Which of the lines in the records below hold the string "شمشیری"? Copy every one of them.

== Data excerpts ==

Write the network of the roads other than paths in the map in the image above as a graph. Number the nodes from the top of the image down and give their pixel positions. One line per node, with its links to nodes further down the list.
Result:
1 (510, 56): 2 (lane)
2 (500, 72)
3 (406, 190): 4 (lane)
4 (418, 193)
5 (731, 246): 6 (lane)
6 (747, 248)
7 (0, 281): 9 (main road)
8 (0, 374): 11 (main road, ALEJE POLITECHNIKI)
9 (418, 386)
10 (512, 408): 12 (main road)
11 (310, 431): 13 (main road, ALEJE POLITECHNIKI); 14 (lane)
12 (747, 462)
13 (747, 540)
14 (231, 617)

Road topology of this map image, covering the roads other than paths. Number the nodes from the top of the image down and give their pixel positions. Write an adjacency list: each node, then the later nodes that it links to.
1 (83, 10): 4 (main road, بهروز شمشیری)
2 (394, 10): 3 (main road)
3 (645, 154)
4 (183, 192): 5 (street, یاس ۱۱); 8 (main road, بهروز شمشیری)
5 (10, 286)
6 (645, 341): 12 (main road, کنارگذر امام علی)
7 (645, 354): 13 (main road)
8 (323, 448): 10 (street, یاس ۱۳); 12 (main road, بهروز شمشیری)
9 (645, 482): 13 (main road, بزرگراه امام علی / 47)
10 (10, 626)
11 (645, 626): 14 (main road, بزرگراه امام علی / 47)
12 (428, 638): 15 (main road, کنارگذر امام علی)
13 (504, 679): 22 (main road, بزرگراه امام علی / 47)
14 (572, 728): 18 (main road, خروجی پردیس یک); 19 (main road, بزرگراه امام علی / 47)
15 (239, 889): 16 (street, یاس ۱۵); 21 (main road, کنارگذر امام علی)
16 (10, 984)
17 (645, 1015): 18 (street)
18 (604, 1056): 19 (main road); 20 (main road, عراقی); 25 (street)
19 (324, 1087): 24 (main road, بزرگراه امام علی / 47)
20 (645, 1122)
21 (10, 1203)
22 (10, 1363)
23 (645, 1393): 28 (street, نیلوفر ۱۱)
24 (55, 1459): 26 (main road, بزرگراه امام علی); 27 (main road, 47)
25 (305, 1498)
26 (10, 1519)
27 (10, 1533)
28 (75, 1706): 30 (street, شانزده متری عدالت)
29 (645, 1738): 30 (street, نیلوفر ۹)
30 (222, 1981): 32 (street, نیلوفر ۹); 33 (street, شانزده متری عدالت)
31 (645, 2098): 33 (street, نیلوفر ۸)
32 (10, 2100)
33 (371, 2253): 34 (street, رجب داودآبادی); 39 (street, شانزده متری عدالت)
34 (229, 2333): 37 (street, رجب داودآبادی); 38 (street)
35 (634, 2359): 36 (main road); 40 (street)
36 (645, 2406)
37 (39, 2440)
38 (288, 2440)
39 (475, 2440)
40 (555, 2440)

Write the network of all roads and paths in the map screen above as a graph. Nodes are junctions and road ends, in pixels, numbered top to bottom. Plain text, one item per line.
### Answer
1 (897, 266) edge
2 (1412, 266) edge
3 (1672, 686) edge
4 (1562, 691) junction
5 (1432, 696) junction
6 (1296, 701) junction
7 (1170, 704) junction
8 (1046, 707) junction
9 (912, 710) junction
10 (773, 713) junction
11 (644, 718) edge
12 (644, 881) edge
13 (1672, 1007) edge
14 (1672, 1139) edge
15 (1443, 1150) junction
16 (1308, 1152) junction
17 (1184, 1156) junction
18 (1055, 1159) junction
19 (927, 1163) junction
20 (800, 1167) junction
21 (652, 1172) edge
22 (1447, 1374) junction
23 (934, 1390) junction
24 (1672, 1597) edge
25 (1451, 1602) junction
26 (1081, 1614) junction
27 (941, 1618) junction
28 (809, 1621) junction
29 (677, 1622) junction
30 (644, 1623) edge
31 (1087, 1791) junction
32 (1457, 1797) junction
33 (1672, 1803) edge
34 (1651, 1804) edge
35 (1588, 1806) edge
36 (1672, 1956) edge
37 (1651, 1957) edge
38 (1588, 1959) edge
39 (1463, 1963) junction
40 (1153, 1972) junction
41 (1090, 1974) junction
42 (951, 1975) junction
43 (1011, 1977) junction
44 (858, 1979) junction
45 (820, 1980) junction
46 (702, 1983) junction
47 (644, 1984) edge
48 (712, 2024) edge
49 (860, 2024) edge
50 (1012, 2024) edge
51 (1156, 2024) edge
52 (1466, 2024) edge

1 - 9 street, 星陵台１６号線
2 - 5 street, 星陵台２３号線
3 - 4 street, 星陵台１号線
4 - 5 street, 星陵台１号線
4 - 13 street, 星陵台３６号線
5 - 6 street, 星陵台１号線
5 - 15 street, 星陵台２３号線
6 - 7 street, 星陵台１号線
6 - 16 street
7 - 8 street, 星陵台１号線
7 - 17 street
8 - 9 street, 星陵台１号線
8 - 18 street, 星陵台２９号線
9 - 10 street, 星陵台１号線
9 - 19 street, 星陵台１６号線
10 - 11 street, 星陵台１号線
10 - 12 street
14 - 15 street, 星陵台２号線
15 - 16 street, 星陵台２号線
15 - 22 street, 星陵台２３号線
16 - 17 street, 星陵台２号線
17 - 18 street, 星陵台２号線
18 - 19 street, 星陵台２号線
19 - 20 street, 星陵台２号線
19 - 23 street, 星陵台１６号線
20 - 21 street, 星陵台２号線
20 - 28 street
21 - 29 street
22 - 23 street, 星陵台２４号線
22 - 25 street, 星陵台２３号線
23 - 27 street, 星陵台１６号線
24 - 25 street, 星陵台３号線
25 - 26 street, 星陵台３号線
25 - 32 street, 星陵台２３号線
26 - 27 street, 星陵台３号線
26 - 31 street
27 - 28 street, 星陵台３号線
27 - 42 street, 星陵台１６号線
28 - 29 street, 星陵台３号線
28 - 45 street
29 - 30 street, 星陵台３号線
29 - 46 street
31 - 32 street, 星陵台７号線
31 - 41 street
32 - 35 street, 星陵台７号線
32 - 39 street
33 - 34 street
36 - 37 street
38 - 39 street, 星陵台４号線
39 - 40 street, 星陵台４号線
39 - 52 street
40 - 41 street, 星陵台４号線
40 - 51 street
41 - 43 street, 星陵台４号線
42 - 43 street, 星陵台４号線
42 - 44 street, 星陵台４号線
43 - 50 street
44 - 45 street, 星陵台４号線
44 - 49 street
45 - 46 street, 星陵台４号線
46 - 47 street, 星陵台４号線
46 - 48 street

===

> [Result of this exercise]
1 (83, 10): 4 (main road, بهروز شمشیری)
4 (183, 192): 5 (street, یاس ۱۱); 8 (main road, بهروز شمشیری)
8 (323, 448): 10 (street, یاس ۱۳); 12 (main road, بهروز شمشیری)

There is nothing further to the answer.